In cultivated districts the chief trees seen are mulberry, willow, poplar, ash, and occasionally the plane; but these are due to man's planting.

Uncultivated Products of Value.—One of the most important of these is the gum-resin of Narthex assafœtida, which grows abundantly in the high and dry plains of Western Afghanistan, especially between Kandahar and Herat. The depot for it is Kandahar, whence it finds its way to India, where it is much used as a condiment. It is not so used in Afghanistan, but the Seistan people eat the green stalks of the plant preserve din brine. The collection of the gum-resin is almost entirely in the hands of the Kakar clan of Afghans.

In the highlands of Kabul edible rhubarb is an important local luxury. The plants grow wild in the mountains. The bleached rhubarb, which has a very delicate flavour, is altered by covering the young leaves, as they sprout from the soil, with loose stones or an empty jar. The leaf-stalks are gathered by the neighbouring hill people, and carried down for sale. Bleached and unbleached rhubarb are both largely consumed, both raw and cooked.

The walnut and edible pine-nut are both wild growths, which are exported.

The sanjît (Elæagnus orientalis), common on the banks of watercourses, furnishes an edible fruit. An orchis found in the mountains yields the dried tuber which affords the nutritious mucilage called salep; a good deal of this goes to India.

Pistacia khinjak affords a mastic. The fruit, mixed with its resin, is used for food by the Achakzais in Southern Afghanistan. The true pistachio is found only on the northern frontier; the nuts are imported from Badakhshan and Kunduz.

Mushrooms and other fungi are largely used as food, especially by the Hindus of the towns, to whom they supply a substitute for meat.

Manna, of at least two kinds, is sold in the bazaars. One, called turanjbîn, appears to exude, in small round tears, from the camel-thorn, and also from the dwarf tamarisk; the other, sir-kast, in large grains and irregular masses, or cakes, with bits of twig imbedded, is obtained from a tree which the natives called siah chob (black wood), thought by Bellew to be a Fraxinus or Ornus.

Agriculture.—In most pars of the country there are two harvests, as generally in India. One of these, called by the Afghans bahârak, or the spring crop, is sown in the end of autumn, and reaped in summer. It consists of wheat, barley, and a variety of lentils. The other, called pâizah or tîrmái, the autumnal, is sown in the end of spring, and reaped in autumn. It consists of rice, varieties of millet and sorghum, of maize, Phaseolus Mungo, tobacco, beet, turnips, &c. The loftier regions have but one harvest.

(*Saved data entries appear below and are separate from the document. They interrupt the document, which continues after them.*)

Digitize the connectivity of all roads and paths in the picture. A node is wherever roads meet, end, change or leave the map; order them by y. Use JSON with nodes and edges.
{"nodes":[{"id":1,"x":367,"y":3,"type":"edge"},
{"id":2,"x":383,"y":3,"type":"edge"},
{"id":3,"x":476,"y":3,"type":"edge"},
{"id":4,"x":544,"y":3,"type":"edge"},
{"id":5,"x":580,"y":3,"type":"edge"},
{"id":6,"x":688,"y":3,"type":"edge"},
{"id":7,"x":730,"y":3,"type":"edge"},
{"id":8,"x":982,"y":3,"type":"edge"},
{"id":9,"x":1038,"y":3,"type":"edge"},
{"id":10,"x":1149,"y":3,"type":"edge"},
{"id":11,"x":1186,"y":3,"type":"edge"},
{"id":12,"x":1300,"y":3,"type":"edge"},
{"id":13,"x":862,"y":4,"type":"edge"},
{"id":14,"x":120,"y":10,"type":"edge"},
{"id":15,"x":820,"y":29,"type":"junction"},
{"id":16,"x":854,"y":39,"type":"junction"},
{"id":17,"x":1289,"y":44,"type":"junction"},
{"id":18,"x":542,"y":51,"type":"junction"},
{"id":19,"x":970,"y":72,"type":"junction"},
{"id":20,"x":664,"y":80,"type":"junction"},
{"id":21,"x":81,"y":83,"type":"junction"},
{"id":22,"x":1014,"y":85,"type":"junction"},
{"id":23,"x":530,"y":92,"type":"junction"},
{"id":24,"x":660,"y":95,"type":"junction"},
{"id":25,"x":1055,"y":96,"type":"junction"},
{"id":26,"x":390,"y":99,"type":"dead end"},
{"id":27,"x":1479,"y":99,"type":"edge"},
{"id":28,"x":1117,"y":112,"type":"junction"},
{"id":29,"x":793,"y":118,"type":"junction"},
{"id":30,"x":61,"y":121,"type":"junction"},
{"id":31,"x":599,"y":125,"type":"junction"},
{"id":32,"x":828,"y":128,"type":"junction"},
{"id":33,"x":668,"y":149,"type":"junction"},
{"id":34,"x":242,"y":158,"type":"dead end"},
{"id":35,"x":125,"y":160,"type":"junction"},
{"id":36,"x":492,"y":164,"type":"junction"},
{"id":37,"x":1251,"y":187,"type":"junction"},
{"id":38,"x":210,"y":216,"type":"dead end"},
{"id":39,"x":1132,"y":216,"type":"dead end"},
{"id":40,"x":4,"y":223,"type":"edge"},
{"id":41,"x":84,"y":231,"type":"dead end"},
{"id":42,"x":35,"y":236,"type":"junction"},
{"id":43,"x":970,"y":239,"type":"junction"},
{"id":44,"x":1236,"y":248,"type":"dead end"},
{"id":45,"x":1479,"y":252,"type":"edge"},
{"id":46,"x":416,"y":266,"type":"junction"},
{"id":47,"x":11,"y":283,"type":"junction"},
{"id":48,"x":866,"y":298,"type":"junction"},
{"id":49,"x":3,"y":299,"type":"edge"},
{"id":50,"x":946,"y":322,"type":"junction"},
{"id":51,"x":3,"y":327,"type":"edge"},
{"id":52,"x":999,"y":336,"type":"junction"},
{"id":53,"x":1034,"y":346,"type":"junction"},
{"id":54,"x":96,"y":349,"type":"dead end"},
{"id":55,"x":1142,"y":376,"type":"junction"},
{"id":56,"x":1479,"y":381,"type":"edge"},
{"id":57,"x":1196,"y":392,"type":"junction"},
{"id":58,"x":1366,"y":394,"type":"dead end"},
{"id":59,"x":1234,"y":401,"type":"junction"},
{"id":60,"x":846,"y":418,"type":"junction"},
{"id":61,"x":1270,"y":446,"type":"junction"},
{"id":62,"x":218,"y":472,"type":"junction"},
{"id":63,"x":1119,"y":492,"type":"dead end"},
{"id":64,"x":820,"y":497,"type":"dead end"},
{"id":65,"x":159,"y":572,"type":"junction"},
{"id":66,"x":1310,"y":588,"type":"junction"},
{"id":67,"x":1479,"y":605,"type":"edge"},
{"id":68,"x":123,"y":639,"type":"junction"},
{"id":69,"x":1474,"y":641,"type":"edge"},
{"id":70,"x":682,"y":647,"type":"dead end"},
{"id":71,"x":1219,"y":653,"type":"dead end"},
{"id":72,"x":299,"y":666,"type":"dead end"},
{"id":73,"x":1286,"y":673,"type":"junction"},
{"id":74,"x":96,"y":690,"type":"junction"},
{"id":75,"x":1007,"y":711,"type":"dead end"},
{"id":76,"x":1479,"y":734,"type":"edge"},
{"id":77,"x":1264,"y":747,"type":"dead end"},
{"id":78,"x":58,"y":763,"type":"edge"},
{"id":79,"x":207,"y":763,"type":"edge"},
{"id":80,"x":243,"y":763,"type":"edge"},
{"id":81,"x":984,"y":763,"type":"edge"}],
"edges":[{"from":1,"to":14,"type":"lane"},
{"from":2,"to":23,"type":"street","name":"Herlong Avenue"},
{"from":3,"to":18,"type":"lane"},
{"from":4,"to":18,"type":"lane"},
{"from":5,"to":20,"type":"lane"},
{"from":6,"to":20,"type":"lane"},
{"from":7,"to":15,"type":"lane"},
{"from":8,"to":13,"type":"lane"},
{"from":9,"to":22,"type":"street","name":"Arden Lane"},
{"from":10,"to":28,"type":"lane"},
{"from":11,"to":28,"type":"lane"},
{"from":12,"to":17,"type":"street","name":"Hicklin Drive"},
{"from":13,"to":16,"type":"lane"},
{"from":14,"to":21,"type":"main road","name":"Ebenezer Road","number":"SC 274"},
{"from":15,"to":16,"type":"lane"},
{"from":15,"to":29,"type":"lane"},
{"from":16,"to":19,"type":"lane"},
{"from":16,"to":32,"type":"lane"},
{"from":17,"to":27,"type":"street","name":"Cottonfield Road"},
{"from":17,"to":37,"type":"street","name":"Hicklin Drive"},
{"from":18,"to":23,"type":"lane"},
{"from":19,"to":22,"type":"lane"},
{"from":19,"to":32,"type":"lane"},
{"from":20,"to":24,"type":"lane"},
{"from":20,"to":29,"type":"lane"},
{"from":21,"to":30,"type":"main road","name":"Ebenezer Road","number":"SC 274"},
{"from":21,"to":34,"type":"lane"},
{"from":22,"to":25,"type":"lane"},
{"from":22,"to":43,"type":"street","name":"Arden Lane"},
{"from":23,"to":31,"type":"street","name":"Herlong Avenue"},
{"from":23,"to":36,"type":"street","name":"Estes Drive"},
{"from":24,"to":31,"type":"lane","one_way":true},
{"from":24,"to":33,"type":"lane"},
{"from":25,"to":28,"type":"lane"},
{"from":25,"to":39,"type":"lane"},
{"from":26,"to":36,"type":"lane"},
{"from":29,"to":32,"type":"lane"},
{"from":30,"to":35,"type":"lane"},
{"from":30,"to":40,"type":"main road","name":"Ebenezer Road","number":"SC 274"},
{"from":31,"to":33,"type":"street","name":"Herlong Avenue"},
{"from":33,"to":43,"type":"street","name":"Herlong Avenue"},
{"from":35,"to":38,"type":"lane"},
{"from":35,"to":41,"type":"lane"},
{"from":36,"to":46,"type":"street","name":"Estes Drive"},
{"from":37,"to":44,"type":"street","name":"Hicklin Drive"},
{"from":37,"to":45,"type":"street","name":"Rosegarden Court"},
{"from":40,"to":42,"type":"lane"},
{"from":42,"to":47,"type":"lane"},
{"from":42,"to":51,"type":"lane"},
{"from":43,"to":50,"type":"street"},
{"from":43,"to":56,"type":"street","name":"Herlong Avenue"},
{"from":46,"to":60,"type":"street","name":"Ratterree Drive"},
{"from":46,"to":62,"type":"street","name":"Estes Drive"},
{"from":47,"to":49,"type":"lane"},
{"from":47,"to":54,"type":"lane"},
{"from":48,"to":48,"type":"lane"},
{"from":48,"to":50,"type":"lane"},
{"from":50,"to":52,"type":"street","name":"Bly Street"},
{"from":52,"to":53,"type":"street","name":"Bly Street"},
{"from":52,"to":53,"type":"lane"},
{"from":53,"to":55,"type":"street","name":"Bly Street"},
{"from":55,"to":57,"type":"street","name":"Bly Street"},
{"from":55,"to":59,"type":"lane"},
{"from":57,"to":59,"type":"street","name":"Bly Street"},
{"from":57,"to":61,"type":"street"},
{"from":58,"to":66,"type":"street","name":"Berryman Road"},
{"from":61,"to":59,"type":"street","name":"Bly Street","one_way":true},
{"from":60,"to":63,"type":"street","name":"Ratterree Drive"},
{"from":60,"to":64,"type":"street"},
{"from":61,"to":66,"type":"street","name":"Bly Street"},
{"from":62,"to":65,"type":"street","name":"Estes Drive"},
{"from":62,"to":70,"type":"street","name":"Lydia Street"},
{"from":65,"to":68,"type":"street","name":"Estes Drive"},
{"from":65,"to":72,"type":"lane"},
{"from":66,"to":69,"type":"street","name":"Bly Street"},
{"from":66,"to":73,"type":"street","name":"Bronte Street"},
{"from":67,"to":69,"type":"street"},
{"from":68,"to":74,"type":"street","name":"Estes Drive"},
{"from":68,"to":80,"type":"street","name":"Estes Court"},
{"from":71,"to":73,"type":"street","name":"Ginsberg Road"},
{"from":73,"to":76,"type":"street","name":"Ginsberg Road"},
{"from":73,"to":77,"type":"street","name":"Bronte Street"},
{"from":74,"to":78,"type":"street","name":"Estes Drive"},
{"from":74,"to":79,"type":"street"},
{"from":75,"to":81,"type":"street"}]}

Wheat is the staple food over the greater part of the country. Rice is largely distributed, but is most abundant in Swat (independent), and best in Peshawar (British). It is also the chief crop in Kurram. In much of the eastern mountainous country bâjra (Holeus spicatus) is the chief grain. Most English and Indian garden-stuffs are cultivated; turnips in some places very largely, as cattle food.

The growth of melons, water-melons, and other cucurbitaceous plants is reckoned very important, especially near towns; and this crop counts for a distinct harvest.

Sugar-cane is grown only in the rich plains; and though cotton is grown in the warmer tracts, most of the cotton cloth is imported.

Madder is an important item of the spring crop in Ghazni and Kandahar districts, and generally over the west, and supplies the Indian demand. It is said to be very profitable, though it takes three years to mature.


  1. Chiefly from Bellew.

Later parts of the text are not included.